When I see the error 500 on the screen at the same time the logs are showing up getpwuid errors, it works for a while then ctulhu starts trowing KeyError: 'getpwuid(): uid not found: 0' If i kill -HUP the process it works again for some time until the same error starts showing up on the logs
Also when cthulhu-manager hangs and 500 error starts showing up on the screen I did an lsof on the pid there is a pretty big number for anon_inode around 800 this number gradually increases until cpu utilization goes to 100 % and the 500 error starts showing up on the screen
Is there any fix for this ? I've applied the patch for salt_wrapper.py from git to work with 2015.5.2
Thanks
2015-07-15 04:12:45,765 - ERROR - cthulhu Exception handling message with tag ceph/cluster/db9c01f8-14a6-11e5-8515-2e924e5027c2 Traceback (most recent call last): File "/opt/calamari/venv/local/lib/python2.7/site-packages/calamari_cthulhu-0.1-py2.7.egg/cthulhu/manager/cluster_monitor.py", line 245, in _run self.on_heartbeat(data['id'], data['data']) File "/opt/calamari/venv/local/lib/python2.7/site-packages/calamari_cthulhu-0.1-py2.7.egg/cthulhu/gevent_util.py", line 35, in wrapped return func(_args, *_kwargs) File "/opt/calamari/venv/local/lib/python2.7/site-packages/calamari_cthulhu-0.1-py2.7.egg/cthulhu/manager/cluster_monitor.py", line 347, in on_heartbeat cluster_data['versions'][sync_type.str]) File "/opt/calamari/venv/local/lib/python2.7/site-packages/calamari_cthulhu-0.1-py2.7.egg/cthulhu/manager/cluster_monitor.py", line 99, in on_version self.fetch(reported_by, sync_type) File "/opt/calamari/venv/local/lib/python2.7/site-packages/calamari_cthulhu-0.1-py2.7.egg/cthulhu/manager/cluster_monitor.py", line 109, in fetch client = LocalClient(config.get('cthulhu', 'salt_config_path')) File "/usr/lib/python2.7/dist-packages/salt/client/init.py", line 126, in init self.opts = salt.config.client_config(c_path) File "/usr/lib/python2.7/dist-packages/salt/config.py", line 2180, in client_config File "/usr/lib/python2.7/dist-packages/salt/utils/xdg.py", line 13, in xdg_config_dir File "/opt/calamari/venv/lib/python2.7/posixpath.py", line 269, in expanduser KeyError: 'getpwuid(): uid not found: 0'
Does your system really not have a uid 0 account installed?

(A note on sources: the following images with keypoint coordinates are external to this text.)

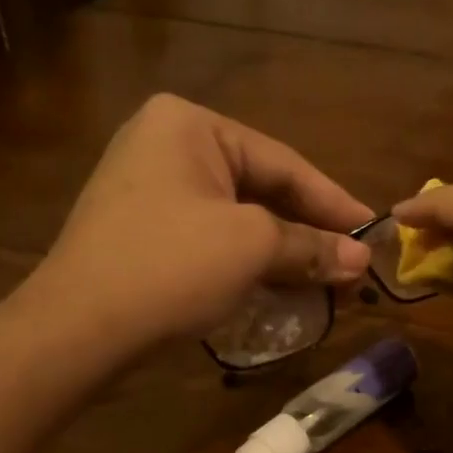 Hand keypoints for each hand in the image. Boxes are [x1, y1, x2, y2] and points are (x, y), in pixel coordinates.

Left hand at [21, 94, 371, 359]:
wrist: (79, 328)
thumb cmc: (172, 266)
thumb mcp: (252, 248)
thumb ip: (311, 247)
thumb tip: (361, 261)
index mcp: (190, 125)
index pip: (283, 163)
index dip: (334, 202)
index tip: (373, 231)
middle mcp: (165, 144)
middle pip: (261, 188)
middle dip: (308, 230)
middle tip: (351, 261)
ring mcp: (147, 188)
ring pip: (237, 216)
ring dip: (282, 250)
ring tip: (324, 277)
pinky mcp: (141, 230)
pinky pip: (210, 236)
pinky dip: (247, 260)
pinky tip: (277, 283) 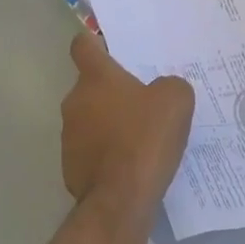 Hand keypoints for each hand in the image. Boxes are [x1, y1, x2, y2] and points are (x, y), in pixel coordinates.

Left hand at [61, 32, 194, 224]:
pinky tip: (129, 165)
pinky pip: (89, 150)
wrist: (120, 200)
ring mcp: (68, 136)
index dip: (94, 43)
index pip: (83, 46)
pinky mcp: (70, 167)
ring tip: (138, 138)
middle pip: (90, 86)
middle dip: (112, 92)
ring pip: (89, 119)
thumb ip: (170, 85)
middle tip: (142, 102)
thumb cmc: (145, 139)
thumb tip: (162, 90)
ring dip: (107, 123)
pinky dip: (105, 154)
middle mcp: (75, 101)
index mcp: (96, 78)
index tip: (109, 49)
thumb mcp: (175, 101) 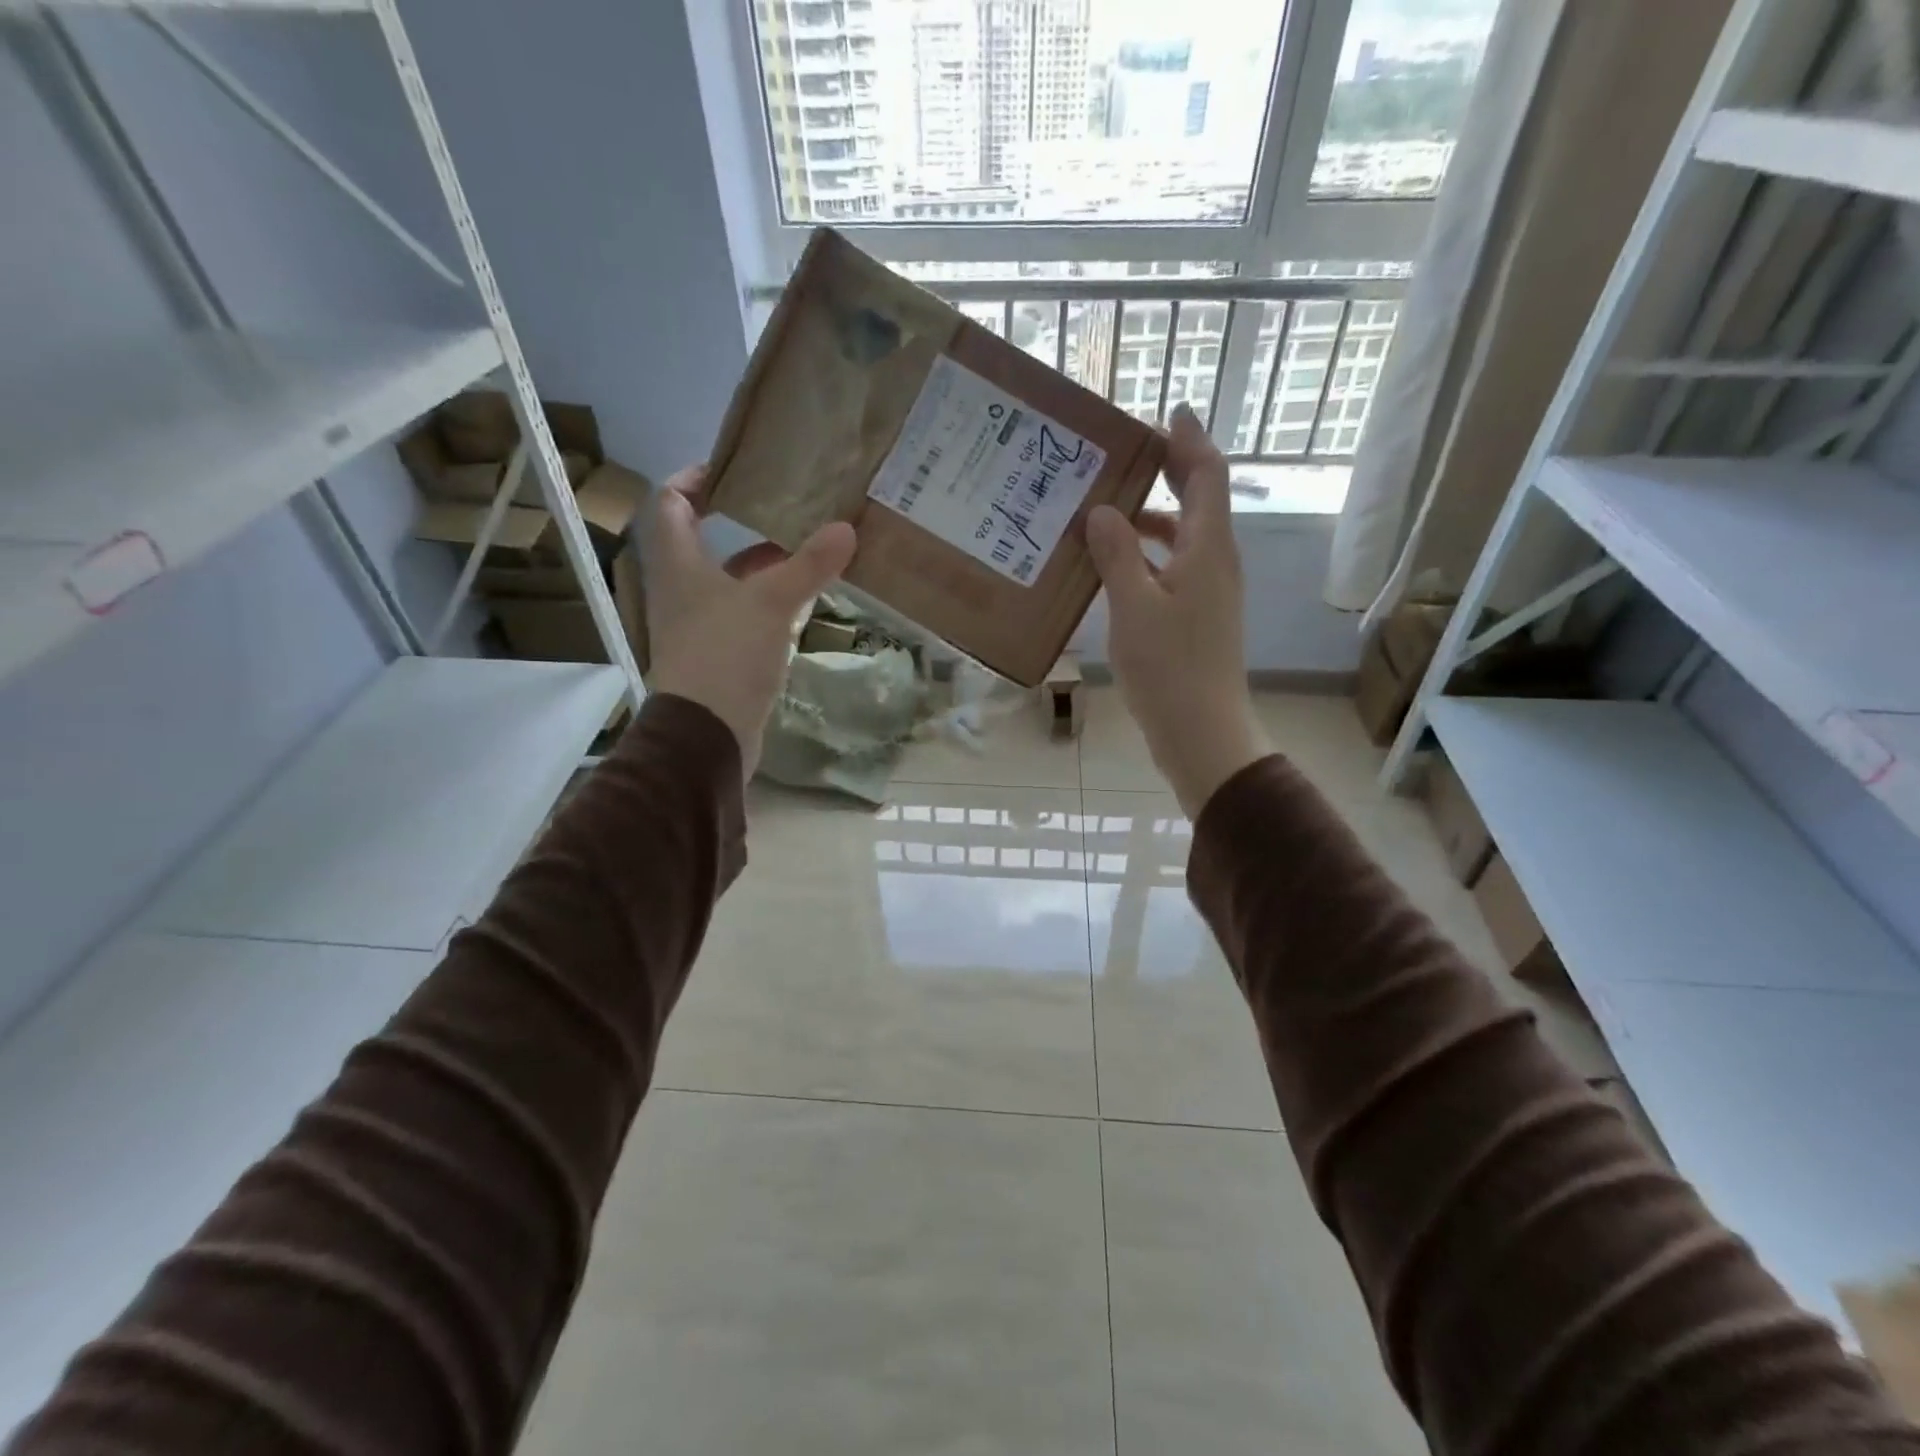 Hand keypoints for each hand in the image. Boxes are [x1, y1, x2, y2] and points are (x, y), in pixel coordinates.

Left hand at [641, 465, 856, 774]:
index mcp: (678, 565)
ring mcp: (698, 626)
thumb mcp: (771, 602)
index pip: (671, 504)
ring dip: (761, 566)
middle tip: (785, 508)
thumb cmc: (726, 655)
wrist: (708, 734)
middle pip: (704, 543)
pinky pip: (742, 615)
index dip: (694, 479)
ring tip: (805, 551)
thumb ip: (808, 565)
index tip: (730, 469)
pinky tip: (801, 603)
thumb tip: (845, 528)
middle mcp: (681, 590)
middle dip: (743, 524)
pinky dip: (768, 603)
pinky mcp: (717, 656)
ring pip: (728, 582)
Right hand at [1083, 406, 1269, 815]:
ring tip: (1108, 508)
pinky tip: (1114, 566)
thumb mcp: (1134, 607)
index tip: (1168, 412)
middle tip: (1129, 453)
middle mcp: (1216, 562)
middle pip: (1200, 500)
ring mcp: (1209, 592)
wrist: (1201, 732)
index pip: (1207, 476)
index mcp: (1208, 549)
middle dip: (1170, 471)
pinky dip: (1148, 554)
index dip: (1189, 441)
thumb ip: (1119, 555)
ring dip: (1153, 516)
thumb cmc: (1170, 668)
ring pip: (1184, 536)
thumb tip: (1103, 511)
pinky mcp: (1197, 617)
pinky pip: (1174, 567)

On 07/14/2015 09:14 PM, Ivan wrote:
I can see the error 500 on the screen on the same time that on the logs, for me it works for a while then ctulhu starts trowing KeyError: 'getpwuid(): uid not found: 0' If i kill -HUP the process it works again for some time
Is there any fix for this ? I've applied the patch for salt_wrapper.py from git to work with 2015.5.2
2015-07-15 04:12:45,765 - ERROR - cthulhu Exception handling message with tag ceph/cluster/db9c01f8-14a6-11e5-8515-2e924e5027c2 Traceback (most recent call last): File "/opt/calamari/venv/local/lib/python2.7/site-packages/calamari_cthulhu-0.1-py2.7.egg/cthulhu/manager/cluster_monitor.py", line 245, in /run self.on_heartbeat(data['id'], data['data']) File "/opt/calamari/venv/local/lib/python2.7/site-packages/calamari_cthulhu-0.1-py2.7.egg/cthulhu/gevent_util.py", line 35, in wrapped return func(/args, _/kwargs) File "/opt/calamari/venv/local/lib/python2.7/site-packages/calamari_cthulhu-0.1-py2.7.egg/cthulhu/manager/cluster_monitor.py", line 347, in on_heartbeat cluster_data['versions'][sync_type.str]) File "/opt/calamari/venv/local/lib/python2.7/site-packages/calamari_cthulhu-0.1-py2.7.egg/cthulhu/manager/cluster_monitor.py", line 99, in on_version self.fetch(reported_by, sync_type) File "/opt/calamari/venv/local/lib/python2.7/site-packages/calamari_cthulhu-0.1-py2.7.egg/cthulhu/manager/cluster_monitor.py", line 109, in fetch client = LocalClient(config.get('cthulhu', 'salt_config_path')) File "/usr/lib/python2.7/dist-packages/salt/client/init/.py", line 126, in *init self.opts = salt.config.client_config(c_path) File "/usr/lib/python2.7/dist-packages/salt/config.py", line 2180, in client_config File "/usr/lib/python2.7/dist-packages/salt/utils/xdg.py", line 13, in xdg_config_dir File "/opt/calamari/venv/lib/python2.7/posixpath.py", line 269, in expanduser KeyError: 'getpwuid(): uid not found: 0'
— Reply to this email directly or view it on GitHub https://github.com/ceph/calamari/issues/309#issuecomment-121482356.
Ubuntu 14.04.2 LTS
We are using ubuntu 14, that error KeyError: 'getpwuid(): uid not found: 0' doesn't show up until the 'anon_inode' count gets really high
root@radosgw-openstack-01:/opt/calamari# lsof -p 22427 | grep anon_inod | wc -l 288 root@radosgw-openstack-01:/opt/calamari# lsof -p 22427 | grep anon_inod | wc -l 295 root@radosgw-openstack-01:/opt/calamari# lsof -p 22427 | grep anon_inod | wc -l 309 root@radosgw-openstack-01:/opt/calamari# lsof -p 22427 | grep anon_inod | wc -l 337
cthulhu-m 22427 root 351u 0000 0,9 0 6289 anon_inode cthulhu-m 22427 root 352u 0000 0,9 0 6289 anon_inode cthulhu-m 22427 root 353u 0000 0,9 0 6289 anon_inode cthulhu-m 22427 root 354u 0000 0,9 0 6289 anon_inode cthulhu-m 22427 root 355u 0000 0,9 0 6289 anon_inode
root@radosgw-openstack-01:/opt/calamari# id uid=0(root) gid=0(root) groups=0(root)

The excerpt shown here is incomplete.